Top of DATASET RECORDS
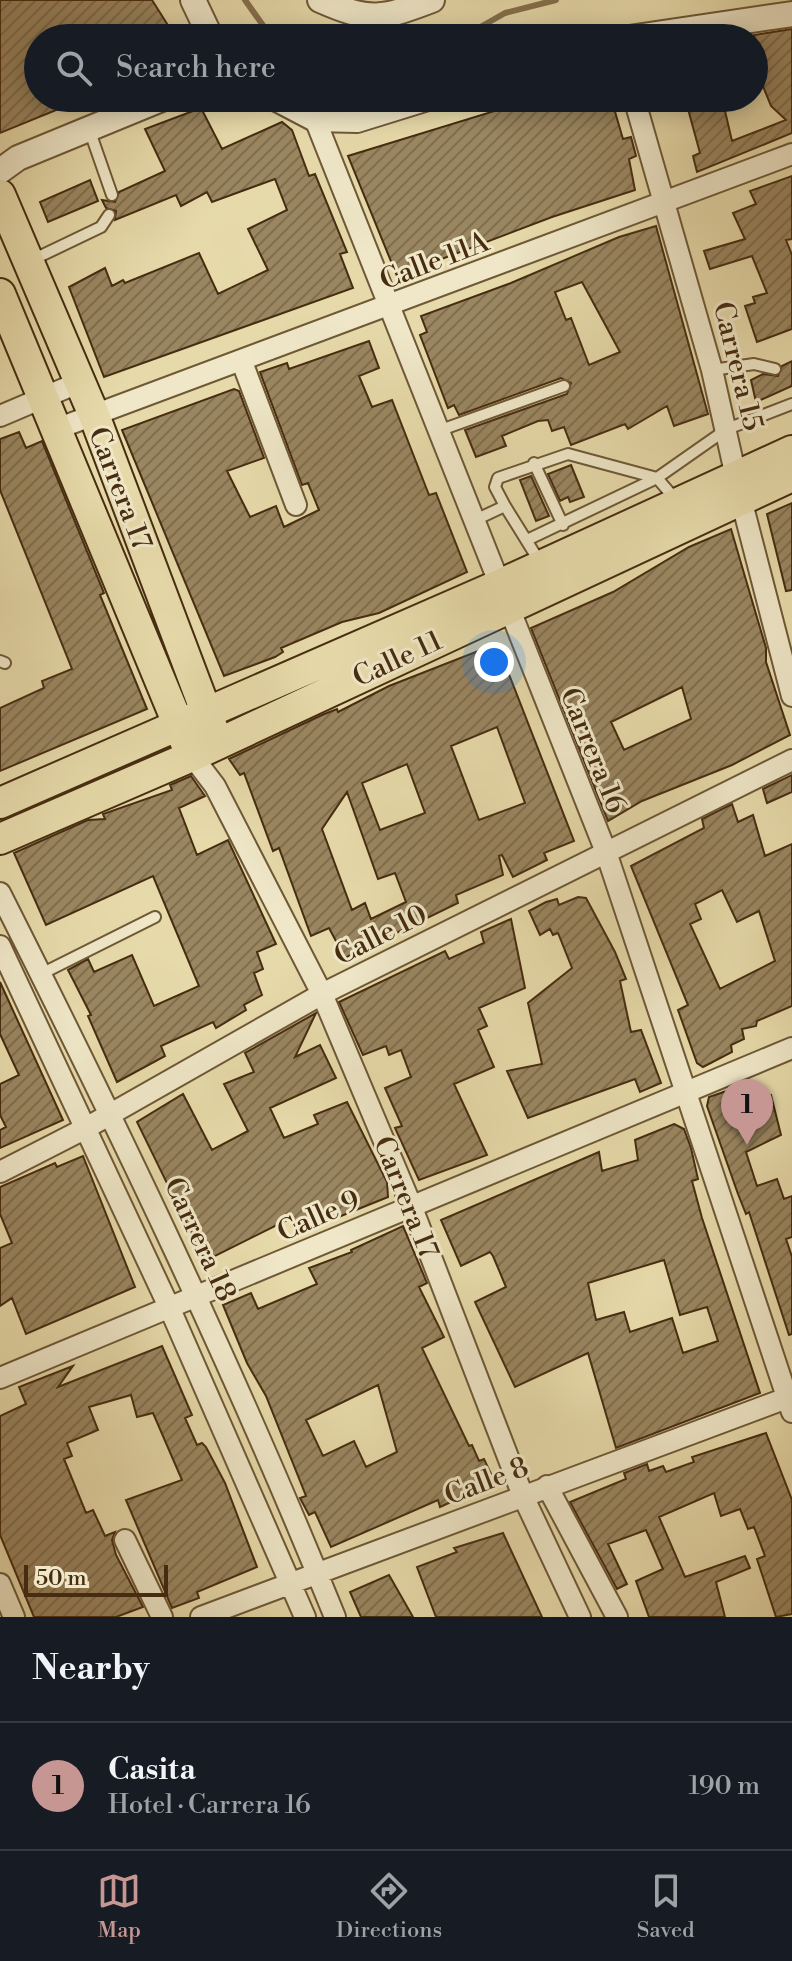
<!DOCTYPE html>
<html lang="en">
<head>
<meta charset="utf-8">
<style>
	:root { --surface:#171b24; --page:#20242c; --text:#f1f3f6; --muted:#9ea1a6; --line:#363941; --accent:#c59692 }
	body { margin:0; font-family:"Libre Bodoni",serif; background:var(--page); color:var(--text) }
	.scale { position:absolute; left:24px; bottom:20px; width:144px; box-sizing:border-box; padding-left:8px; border:4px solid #462c10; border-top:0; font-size:22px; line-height:28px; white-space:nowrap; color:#462c10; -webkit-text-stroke:6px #efe7c8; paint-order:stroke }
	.you { position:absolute; left:494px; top:662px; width:28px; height:28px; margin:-20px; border:6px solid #fff; border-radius:50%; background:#1a73e8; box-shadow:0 0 0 12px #1a73e833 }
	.badge { display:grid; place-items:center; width:52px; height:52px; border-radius:50%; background:var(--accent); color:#111; font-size:26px; font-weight:700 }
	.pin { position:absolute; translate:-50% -66px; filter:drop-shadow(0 2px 4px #0008) }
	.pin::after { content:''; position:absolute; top:42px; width:28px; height:24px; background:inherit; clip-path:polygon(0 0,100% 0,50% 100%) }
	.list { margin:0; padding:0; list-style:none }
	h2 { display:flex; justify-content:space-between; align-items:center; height:104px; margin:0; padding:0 32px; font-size:34px }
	h2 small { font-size:26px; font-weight:400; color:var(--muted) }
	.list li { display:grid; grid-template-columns:52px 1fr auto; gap:24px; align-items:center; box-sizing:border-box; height:128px; padding:0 32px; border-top:2px solid var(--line) }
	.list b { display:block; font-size:30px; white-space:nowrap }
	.list p { margin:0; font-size:26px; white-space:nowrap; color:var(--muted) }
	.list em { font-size:26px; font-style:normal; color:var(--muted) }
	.icon { flex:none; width:44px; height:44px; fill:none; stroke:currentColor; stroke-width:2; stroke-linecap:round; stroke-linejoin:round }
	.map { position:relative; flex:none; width:792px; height:1617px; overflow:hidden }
	.search { position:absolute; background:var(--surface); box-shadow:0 4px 20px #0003; left:24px; right:24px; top:24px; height:88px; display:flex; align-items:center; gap:20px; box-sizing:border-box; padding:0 28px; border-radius:44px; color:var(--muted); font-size:30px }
	.sheet { height:232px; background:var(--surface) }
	nav { display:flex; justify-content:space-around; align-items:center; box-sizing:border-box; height:112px; border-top:2px solid var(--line); background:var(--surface); font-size:22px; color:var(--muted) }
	nav a { display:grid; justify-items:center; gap:4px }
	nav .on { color:var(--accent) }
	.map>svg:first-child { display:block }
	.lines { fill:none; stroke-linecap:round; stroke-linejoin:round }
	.stream { stroke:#86714d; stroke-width:6 }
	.building { fill:url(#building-hatch); stroke:#462c10; stroke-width:2; fill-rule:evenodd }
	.service-casing { stroke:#6e5836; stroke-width:14 }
	.minor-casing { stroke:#6e5836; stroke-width:24 }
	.tertiary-casing { stroke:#6e5836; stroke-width:28 }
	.primary-casing { stroke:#462c10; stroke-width:34 }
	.service { stroke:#efe7c8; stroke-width:10 }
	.minor { stroke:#efe7c8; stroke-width:20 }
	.tertiary { stroke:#efe7c8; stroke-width:24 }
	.primary { stroke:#e7daaa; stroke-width:30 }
	.labels { text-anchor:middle; stroke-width:6; stroke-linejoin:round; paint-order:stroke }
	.street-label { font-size:28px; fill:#462c10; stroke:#efe7c8 }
</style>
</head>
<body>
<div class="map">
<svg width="792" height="1617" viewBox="0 0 792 1617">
	<defs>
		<pattern id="building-hatch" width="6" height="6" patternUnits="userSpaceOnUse" patternTransform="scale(2)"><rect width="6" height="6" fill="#9a8660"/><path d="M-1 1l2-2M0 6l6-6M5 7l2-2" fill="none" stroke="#7f6e4e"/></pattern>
	</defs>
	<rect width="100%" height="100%" fill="#e7daaa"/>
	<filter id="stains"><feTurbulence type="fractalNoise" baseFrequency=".0025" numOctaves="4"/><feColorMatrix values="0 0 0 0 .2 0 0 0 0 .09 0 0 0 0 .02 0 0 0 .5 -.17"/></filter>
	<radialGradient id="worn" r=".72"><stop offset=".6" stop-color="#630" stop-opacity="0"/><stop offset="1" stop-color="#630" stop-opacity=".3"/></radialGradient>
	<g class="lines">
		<path class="stream" d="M245,0L272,38
			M461,38L505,13L556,0"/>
	</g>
	<path class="building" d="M0,0H152L176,38H38V98L83,99L0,133Z
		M792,29V133L697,172L693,156L700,153L685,98H722L732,141L786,120L771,106L758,74L754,75V35Z
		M537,98H611L623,139L631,137L636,156L629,159L635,190L552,217L397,276L348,156Z
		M201,108L222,149L282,122L292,130L309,176L315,174L347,252L340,254L353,288L104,377L69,287L105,268L112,286L123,280L125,283L199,253L218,294L268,270L248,229L287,210L275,179L212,202L207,192L181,206L176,195L115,220L116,211L106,208L102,200L115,202L119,192L165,171L145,129Z
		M792,176V239L786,240L792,255V329L757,342L745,306L755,303L753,297L767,293L752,256L710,269L704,251L745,239L733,213L756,204L750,191Z
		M90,180L98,201L48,222L40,202Z
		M656,226L708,414L674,426L667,406L628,429L625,424L571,445L564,427L552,431L548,420L538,421L502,436L506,446L476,457L465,430L567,394L571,383L561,378L459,415L454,405L448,408L430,361L420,335L427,332L421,316L511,283L619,237ZM582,282L620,352L589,365L571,318L566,320L555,292Z
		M369,341L379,368L359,376L372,407L392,400L429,495L436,493L467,572L379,613L342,622L281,648L283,652L275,657L224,676L122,430L234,389L239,391L264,458L227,471L250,517L276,506L284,527L319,510L308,483L302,485L260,372L287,363L289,369Z
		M792,361V386L756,402L751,380L763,374L778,376L782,366Z
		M19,432L26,448L42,441L104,593L100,595L147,709L0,771V708L44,688L42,681L72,669L0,490V439Z
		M571,465L584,497L570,502L568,497L560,501L548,474Z
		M531,476L549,516L536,521L520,480Z
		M792,503V590L786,591L767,514Z
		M731,529L766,648V662L790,735L732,765L642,801L608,821L531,628L613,592L689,547ZM682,687L691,719L624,750L611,722Z
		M491,646H496L510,677L574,841L544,853L547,860L513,877L502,855L499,856L503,875L456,895L458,903L345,958L329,928L311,936L279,848L273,851L244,773L240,775L229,759L322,715L337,709L338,712L389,686ZM497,727L525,803L479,820L451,746ZM407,764L425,813L380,830L362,783ZM347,792L378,879L395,873L406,902L371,919L365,903L352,910L322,829Z
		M792,775V792L767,803L763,789Z
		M191,776L205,796L179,808L197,855L228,840L276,944L257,952L263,969L254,973L262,995L244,1005L246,1010L216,1028L213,1022L161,1046L165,1056L117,1082L88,1016L91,1015L68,970L88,959L94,972L132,955L154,1006L199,986L153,876L46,925L14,853L88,820L105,819L103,814L172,790L170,785Z
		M732,804L738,822L753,815L765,856L792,844V1006L757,1021L756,1026L742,1029L744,1039L731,1045L732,1052L703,1067L697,1063L678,1010L688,1005L631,866L704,828L702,819ZM722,890L737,922L759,911L775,961L720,989L690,924L701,919L695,904Z
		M578,897L586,898L615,952L626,979L620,981L631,1032L641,1030L661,1083L640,1092L635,1079L528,1118L507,1071L542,1064L528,1003L572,968L558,933L553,935L550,929L540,935L529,911L546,902L557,899L559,905Z
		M511,919L525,988L479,1008L487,1026L478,1030L494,1067L454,1084L487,1155L419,1180L395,1128L402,1126L385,1088L411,1077L401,1050L389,1055L386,1046L363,1055L339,1002L445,951L449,959L484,943L481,932Z
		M0,982L63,1120L0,1148V1130L6,1127L0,1115V1084L19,1075L0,1034Z
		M316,1013L295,1057L320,1045L336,1078L270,1108L284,1138L318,1124L314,1115L347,1102L387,1182L388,1197L299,1233L291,1218L205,1261L137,1122L183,1094L212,1150L248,1131L224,1084L254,1072L245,1053Z
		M735,1088L739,1107L771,1095L781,1135L746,1152L757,1186L777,1179L784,1199L792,1196V1237L786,1239L792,1257V1334L789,1335L749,1212L746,1214L738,1194L707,1106L709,1097Z
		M674,1124L684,1129L691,1148L698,1179L692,1181L702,1218L760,1393L616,1448L588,1353L515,1387L475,1302L506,1287L493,1256L490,1252L461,1266L441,1220L599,1152L602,1171L638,1160L635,1140ZM664,1260L680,1315L707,1307L718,1341L683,1353L672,1318L630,1332L624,1312L596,1320L588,1283Z
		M83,1156L135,1287L26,1334L12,1298L0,1306V1248L12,1243L0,1214V1187L55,1163L57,1167Z
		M403,1226L427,1283L419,1287L444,1337L422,1348L469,1446L472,1445L479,1461L484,1459L491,1474L487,1477L490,1484L440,1507L438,1500L331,1547L315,1512L309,1515L300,1498L306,1496L266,1396L247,1363L223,1305L251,1293L258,1309L317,1284L309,1268L352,1252L351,1250ZM378,1385L397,1452L366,1467L354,1441L323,1456L306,1420Z
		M162,1346L192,1415L185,1418L197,1445L202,1443L206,1447L225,1483L257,1567L197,1592L199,1598L172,1608L126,1500L182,1480L153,1413L137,1417L131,1395L89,1407L98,1430L67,1443L72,1456L64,1459L86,1513L93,1510L105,1536L115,1532L112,1540L116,1555L143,1607L116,1617H34L0,1535V1416L26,1404L19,1387L73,1366L58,1387Z
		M766,1433L792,1500V1614L776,1617L757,1559L765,1556L754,1527L748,1529L740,1509L721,1516L714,1493L659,1517L685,1577L745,1556L750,1568L716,1582L725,1617H649L636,1581L663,1569L646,1530L608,1544L627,1584L617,1589L570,1502L626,1479L624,1473L647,1464L649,1471L663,1466L666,1472L694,1462L692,1457Z
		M503,1533L542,1617H436L417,1567L457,1552L454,1548Z
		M389,1575L413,1617H361L350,1592Z"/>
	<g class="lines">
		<g class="service-casing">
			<path id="service" d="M89,129L112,195
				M30,261L101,227L109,215
				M712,370L754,364L775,369
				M438,431L564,386
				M534,463L563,525
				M505,506L495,487L498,478L568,454L657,478L676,500
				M473,521L505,506L541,564
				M527,540L657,478L727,429L792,404
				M0,661L5,663
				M41,974L155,917"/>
		</g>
		<g class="minor-casing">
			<path id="minor" d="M634,98L712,370L741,499L792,696
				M315,119L606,852L792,1412
				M242,362L296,505
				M0,416L80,382
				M59,428L792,154
				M192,756L215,786L322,994L411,1205L523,1496L580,1617
				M0,893C120,1131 235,1370 335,1617
				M0,946L170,1309L305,1617
				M0,1172L86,1128L322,994L792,760
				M0,1378L792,1048
				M547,1486L617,1617
				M125,1540L162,1617
				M0,1584L14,1617
				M201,1617L792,1396"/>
		</g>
		<g class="tertiary-casing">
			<path id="tertiary" d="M193,0L211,38
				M320,0C370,22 382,19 432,0
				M629,38L792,14
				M275,98L315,119L357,120L428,98
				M0,171L18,158L164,98"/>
		</g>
		<g class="primary-casing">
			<path id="primary" d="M0,195L94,415L213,730
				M0,294L186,743
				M0,803L497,586L792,451
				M0,839L192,756L792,476"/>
		</g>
		<use href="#service" class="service"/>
		<use href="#minor" class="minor"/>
		<use href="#tertiary" class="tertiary"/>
		<use href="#primary" class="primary"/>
	</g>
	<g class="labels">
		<g class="street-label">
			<text transform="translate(434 260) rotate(-21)" y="10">Calle 11A</text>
			<text transform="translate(739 366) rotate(76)" y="10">Carrera 15</text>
			<text transform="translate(121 488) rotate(69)" y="10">Carrera 17</text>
			<text transform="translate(397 658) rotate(-25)" y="10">Calle 11</text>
			<text transform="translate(594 750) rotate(68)" y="10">Carrera 16</text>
			<text transform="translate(380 934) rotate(-27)" y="10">Calle 10</text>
			<text transform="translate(407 1197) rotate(68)" y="10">Carrera 17</text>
			<text transform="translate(318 1215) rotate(-24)" y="10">Calle 9</text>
			<text transform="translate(201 1239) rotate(65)" y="10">Carrera 18</text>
			<text transform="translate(486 1480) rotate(-21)" y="10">Calle 8</text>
		</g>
	</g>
	<rect width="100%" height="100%" filter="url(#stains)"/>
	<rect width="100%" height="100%" fill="url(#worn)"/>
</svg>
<div class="scale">50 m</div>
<div class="you"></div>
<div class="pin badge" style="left:747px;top:1145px">1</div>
<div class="search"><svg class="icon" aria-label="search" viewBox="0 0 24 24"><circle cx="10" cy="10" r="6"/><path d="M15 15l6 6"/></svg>Search here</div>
</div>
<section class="sheet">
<h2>Nearby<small></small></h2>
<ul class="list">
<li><span class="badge">1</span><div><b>Casita</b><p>Hotel · Carrera 16</p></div><em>190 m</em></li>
</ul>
</section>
<nav>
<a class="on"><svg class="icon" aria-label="map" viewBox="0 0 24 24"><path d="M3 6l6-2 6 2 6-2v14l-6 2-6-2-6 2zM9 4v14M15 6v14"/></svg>Map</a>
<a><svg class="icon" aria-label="directions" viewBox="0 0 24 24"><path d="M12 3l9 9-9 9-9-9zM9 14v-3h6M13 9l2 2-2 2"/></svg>Directions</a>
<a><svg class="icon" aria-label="saved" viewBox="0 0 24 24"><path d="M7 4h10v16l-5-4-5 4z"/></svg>Saved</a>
</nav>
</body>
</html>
Bottom of DATASET RECORDS
EXERCISE → Report, using only a number, how many lines above hold the word "white".

TASK RESULT → 3